Primary outcome (KOOS pain) improved with 36.5 ± 14.7 points at 12 months ( = 0.002) and 41.2 ± 14.7 points at 36 months ( = 0.002) follow-up. Similar increasing trends were observed for the other KOOS subscales, IKDC, and Lysholm score, which were significantly better at each follow-up time point relative to baseline ( < 0.05). Activity level increased from 2.75 ± 1.6 to 4.6 ± 2.2 points at final follow-up ( = 0.07). The MOCART was 61.7 ± 12.6 at 12 months and 72.9 ± 13.0 at 36 months postoperatively. Sixty-six to 100% implant integration and remodeling was observed in 73.3% cases at 36 months. No serious adverse events were reported.

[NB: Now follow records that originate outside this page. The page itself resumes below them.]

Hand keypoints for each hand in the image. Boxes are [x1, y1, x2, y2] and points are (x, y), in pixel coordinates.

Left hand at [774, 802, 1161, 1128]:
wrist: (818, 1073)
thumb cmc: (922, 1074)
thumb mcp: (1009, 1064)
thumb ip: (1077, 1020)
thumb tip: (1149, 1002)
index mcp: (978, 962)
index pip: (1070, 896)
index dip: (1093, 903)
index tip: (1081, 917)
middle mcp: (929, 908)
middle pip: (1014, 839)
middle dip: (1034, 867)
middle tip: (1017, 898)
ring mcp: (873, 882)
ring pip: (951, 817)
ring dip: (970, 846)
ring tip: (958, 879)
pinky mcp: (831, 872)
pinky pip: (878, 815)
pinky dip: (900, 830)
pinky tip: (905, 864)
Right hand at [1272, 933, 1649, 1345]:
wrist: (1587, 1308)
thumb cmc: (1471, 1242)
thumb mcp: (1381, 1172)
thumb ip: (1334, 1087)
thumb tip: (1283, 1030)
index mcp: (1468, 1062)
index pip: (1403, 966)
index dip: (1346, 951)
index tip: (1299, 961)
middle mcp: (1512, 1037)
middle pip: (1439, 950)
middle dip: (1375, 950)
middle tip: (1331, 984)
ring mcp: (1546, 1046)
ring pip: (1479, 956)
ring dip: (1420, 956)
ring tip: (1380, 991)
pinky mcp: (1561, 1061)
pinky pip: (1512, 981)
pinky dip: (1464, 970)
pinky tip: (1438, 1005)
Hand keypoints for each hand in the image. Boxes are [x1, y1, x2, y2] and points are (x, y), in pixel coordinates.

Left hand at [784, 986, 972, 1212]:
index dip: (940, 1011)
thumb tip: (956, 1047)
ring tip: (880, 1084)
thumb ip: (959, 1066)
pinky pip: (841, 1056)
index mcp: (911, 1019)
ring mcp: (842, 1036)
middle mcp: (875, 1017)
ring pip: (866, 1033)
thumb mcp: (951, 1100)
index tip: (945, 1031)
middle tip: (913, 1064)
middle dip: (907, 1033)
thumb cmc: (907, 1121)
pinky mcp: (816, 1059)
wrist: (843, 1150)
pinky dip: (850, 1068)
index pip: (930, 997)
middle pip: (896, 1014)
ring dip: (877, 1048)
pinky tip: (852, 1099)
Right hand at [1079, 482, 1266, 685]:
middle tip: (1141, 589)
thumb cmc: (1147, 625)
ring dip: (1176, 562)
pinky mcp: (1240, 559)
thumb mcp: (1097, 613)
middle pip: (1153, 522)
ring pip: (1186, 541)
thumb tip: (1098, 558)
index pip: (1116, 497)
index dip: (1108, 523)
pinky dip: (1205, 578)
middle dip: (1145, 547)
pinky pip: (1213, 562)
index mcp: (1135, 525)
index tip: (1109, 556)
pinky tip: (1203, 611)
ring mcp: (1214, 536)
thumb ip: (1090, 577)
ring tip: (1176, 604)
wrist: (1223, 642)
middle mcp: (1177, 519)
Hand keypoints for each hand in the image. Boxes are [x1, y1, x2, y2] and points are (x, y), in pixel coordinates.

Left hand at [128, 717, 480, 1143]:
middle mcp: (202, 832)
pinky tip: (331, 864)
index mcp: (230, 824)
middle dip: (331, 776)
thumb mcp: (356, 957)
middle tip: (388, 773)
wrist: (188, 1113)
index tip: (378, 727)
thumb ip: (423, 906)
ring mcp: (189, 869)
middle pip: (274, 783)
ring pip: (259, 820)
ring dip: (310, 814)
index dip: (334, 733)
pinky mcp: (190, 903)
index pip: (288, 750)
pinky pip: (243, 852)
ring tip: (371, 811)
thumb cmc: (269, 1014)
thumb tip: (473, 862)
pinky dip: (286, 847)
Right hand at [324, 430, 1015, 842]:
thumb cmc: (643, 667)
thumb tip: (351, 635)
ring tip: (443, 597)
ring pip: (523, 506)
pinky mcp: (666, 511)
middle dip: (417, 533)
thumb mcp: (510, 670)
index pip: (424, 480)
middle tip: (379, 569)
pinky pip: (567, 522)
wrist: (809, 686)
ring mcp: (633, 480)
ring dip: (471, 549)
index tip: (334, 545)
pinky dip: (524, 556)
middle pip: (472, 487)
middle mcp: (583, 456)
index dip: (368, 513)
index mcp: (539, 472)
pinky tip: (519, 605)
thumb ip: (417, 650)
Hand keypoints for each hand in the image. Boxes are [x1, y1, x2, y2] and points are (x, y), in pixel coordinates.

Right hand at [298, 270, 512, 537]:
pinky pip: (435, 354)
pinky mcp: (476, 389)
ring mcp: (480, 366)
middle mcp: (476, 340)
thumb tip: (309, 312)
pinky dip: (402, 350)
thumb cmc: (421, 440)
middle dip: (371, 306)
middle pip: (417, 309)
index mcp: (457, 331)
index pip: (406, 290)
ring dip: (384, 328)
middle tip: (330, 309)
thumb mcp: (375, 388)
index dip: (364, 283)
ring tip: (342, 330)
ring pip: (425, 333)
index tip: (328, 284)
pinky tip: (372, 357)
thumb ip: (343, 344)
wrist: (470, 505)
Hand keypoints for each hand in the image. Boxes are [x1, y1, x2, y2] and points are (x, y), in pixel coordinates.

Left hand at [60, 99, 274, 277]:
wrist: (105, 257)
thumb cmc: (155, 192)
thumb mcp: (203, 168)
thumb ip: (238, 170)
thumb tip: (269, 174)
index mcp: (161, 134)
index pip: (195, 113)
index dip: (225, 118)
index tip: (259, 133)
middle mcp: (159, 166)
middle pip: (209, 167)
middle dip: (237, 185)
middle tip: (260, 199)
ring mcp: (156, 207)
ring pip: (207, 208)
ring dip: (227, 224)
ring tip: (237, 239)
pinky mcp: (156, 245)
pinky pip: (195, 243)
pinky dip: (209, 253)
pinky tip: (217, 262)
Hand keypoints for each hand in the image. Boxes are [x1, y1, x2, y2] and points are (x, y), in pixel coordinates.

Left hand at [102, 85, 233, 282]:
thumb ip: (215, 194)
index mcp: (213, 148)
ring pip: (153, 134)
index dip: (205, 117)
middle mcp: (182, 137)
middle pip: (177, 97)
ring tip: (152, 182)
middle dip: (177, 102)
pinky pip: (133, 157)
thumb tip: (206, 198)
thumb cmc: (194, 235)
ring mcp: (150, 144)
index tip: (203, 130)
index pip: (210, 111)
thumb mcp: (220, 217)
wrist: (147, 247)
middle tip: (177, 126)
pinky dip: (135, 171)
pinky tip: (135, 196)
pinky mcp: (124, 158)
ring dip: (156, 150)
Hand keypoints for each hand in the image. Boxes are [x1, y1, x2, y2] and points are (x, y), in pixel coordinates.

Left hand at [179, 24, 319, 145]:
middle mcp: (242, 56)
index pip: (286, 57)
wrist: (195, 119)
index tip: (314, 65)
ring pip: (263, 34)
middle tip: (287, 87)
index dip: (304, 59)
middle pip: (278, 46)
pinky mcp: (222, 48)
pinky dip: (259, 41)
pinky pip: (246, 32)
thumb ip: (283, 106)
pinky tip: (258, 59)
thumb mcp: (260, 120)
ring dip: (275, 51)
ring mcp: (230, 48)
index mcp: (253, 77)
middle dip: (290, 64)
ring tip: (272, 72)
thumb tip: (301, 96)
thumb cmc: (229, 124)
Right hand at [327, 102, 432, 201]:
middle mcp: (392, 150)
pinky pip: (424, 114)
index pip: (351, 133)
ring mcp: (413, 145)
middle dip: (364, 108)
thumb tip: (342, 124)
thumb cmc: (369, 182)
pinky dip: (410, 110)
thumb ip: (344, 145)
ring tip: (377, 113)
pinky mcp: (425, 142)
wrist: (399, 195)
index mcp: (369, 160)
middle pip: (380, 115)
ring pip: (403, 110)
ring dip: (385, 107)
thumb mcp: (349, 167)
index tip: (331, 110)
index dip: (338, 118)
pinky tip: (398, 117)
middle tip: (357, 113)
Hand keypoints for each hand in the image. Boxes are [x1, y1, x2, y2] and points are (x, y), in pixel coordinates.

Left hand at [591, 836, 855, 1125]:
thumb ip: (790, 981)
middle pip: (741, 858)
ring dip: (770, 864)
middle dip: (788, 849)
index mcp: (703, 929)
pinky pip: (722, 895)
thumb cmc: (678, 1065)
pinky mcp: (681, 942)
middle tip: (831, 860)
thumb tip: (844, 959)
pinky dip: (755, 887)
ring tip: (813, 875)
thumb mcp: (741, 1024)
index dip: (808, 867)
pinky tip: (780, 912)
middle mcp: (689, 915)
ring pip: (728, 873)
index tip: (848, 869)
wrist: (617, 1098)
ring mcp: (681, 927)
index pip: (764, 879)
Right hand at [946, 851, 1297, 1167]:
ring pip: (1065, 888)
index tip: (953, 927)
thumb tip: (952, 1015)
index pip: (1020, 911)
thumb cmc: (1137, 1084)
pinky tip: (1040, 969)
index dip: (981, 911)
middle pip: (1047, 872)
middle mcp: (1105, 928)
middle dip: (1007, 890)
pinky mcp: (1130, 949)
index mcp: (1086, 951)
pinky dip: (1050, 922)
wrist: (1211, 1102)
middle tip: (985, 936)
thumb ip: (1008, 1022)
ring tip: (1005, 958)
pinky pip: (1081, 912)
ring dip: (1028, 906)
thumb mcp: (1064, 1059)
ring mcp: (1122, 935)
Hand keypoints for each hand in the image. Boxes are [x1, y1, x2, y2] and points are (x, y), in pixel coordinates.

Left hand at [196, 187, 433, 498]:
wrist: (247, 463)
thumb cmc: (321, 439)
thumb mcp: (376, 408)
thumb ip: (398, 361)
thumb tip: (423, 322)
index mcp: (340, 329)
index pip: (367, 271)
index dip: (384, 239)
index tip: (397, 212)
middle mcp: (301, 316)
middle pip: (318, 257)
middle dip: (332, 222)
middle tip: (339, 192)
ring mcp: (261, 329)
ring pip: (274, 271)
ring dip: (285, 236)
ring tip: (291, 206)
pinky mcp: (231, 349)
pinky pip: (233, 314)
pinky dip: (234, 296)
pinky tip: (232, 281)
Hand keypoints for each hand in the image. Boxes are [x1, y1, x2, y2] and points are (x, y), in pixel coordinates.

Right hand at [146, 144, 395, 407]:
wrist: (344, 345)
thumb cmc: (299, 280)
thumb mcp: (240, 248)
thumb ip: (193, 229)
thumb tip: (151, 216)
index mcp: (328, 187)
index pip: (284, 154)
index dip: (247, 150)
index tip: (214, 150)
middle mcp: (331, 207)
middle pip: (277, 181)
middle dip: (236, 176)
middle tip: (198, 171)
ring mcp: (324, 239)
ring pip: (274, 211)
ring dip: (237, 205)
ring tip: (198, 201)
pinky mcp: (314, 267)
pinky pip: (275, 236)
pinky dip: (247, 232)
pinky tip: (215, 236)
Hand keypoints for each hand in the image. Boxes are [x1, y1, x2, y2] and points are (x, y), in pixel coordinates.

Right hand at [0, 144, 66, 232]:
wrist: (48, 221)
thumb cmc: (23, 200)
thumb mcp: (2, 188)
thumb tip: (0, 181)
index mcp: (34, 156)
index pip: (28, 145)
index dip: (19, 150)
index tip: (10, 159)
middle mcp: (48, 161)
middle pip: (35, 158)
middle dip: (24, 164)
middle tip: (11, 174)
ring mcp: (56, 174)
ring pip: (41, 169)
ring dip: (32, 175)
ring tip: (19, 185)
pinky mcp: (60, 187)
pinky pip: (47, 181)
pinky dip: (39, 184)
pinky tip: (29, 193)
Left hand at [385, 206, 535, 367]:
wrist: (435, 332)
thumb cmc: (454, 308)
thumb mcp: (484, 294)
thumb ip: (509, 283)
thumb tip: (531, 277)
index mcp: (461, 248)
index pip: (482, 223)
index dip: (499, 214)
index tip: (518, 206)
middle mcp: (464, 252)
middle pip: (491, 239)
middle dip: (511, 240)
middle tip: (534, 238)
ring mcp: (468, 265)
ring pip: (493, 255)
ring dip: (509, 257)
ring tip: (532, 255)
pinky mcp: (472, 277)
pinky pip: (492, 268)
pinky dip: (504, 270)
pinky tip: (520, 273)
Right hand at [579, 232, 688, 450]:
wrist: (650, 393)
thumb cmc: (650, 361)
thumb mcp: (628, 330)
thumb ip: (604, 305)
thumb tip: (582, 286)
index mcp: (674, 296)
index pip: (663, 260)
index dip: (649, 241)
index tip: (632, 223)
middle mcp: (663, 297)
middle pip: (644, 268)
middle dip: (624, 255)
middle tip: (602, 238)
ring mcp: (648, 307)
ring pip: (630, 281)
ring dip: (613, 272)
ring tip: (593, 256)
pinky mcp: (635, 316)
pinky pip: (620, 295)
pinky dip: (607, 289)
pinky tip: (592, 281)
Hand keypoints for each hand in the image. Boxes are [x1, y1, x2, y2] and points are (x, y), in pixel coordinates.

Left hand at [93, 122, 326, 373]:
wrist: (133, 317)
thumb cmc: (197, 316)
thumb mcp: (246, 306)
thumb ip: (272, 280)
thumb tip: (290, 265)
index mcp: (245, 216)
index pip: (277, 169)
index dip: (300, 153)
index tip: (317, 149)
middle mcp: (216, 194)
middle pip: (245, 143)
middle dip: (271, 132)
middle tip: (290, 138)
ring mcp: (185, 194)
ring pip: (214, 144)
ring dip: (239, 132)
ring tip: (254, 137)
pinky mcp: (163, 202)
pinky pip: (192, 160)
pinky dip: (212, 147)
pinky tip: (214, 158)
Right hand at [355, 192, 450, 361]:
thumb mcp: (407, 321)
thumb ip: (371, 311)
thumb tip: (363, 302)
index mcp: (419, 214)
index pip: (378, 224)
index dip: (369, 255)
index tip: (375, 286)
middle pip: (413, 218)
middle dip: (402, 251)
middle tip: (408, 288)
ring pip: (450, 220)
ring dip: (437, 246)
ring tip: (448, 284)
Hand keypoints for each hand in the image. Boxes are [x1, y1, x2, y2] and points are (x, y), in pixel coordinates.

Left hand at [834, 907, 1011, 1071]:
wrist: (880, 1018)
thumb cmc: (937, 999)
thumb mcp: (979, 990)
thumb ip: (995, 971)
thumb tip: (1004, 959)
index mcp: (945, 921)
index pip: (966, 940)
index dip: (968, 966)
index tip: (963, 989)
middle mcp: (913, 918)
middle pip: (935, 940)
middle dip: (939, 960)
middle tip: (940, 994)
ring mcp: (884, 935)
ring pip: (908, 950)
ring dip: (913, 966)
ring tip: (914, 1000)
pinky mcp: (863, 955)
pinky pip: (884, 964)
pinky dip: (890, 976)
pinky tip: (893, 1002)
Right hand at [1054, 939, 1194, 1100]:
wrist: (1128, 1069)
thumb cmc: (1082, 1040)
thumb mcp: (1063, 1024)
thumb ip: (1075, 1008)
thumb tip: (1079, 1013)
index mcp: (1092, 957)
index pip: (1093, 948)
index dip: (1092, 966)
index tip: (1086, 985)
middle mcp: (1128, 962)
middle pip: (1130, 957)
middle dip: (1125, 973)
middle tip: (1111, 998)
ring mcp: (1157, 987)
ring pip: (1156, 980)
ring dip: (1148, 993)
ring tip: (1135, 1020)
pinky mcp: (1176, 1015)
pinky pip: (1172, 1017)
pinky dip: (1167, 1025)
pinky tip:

The study demonstrated that the biphasic aragonite-based scaffold is a safe and clinically effective implant for treating small-medium sized JSLs of the distal femur in a young and active patient cohort. The implant showed satisfying osteointegration and restoration of the osteochondral unit up to 3 years postimplantation.
本研究旨在评估一种无细胞方解石基支架在膝关节孤立性关节表面病变(JSL)患者中的临床疗效和修复能力。
本研究纳入了 13 名(年龄 33.5 ± 8.9 岁;女性占 23%;体重指数 25.3 ± 3.4,K/L [Kellgren-Lawrence] 1.8)存在股骨远端 JSL(2.6 ± 1.7 cm [1.0-7.5 cm])的患者,进行单中心前瞻性病例系列研究。通过 KOOS(膝关节损伤和骨关节炎评分)、IKDC(国际膝关节文献委员会)、Lysholm 和 Tegner 活动量表在基线和 6、12、18、24 和 36 个月随访时评估安全性和临床结果。在术后 12、24 和 36 个月时通过 MOCART 2.0 和支架整合情况进行磁共振成像评估。
主要结局(KOOS 疼痛)在 12 个月时改善了 36.5 ± 14.7 分( = 0.002),在 36 个月时改善了 41.2 ± 14.7 分( = 0.002)。其他 KOOS 亚量表、IKDC 和 Lysholm 评分也呈现出类似的增加趋势,在每个随访时间点与基线相比均有显著改善( < 0.05)。活动水平从基线时的 2.75 ± 1.6 分增加到最终随访时的 4.6 ± 2.2 分( = 0.07)。术后 12 个月时的 MOCART 为 61.7 ± 12.6,术后 36 个月时为 72.9 ± 13.0。在 36 个月时,66%至 100%的植入物整合和重塑在 73.3%的病例中观察到。未报告严重不良事件。
本研究表明,双相方解石基支架是一种安全且临床有效的植入物,可用于治疗年轻、活跃患者的股骨远端中小面积 JSL。植入物在植入后 3 年内表现出令人满意的骨整合和修复。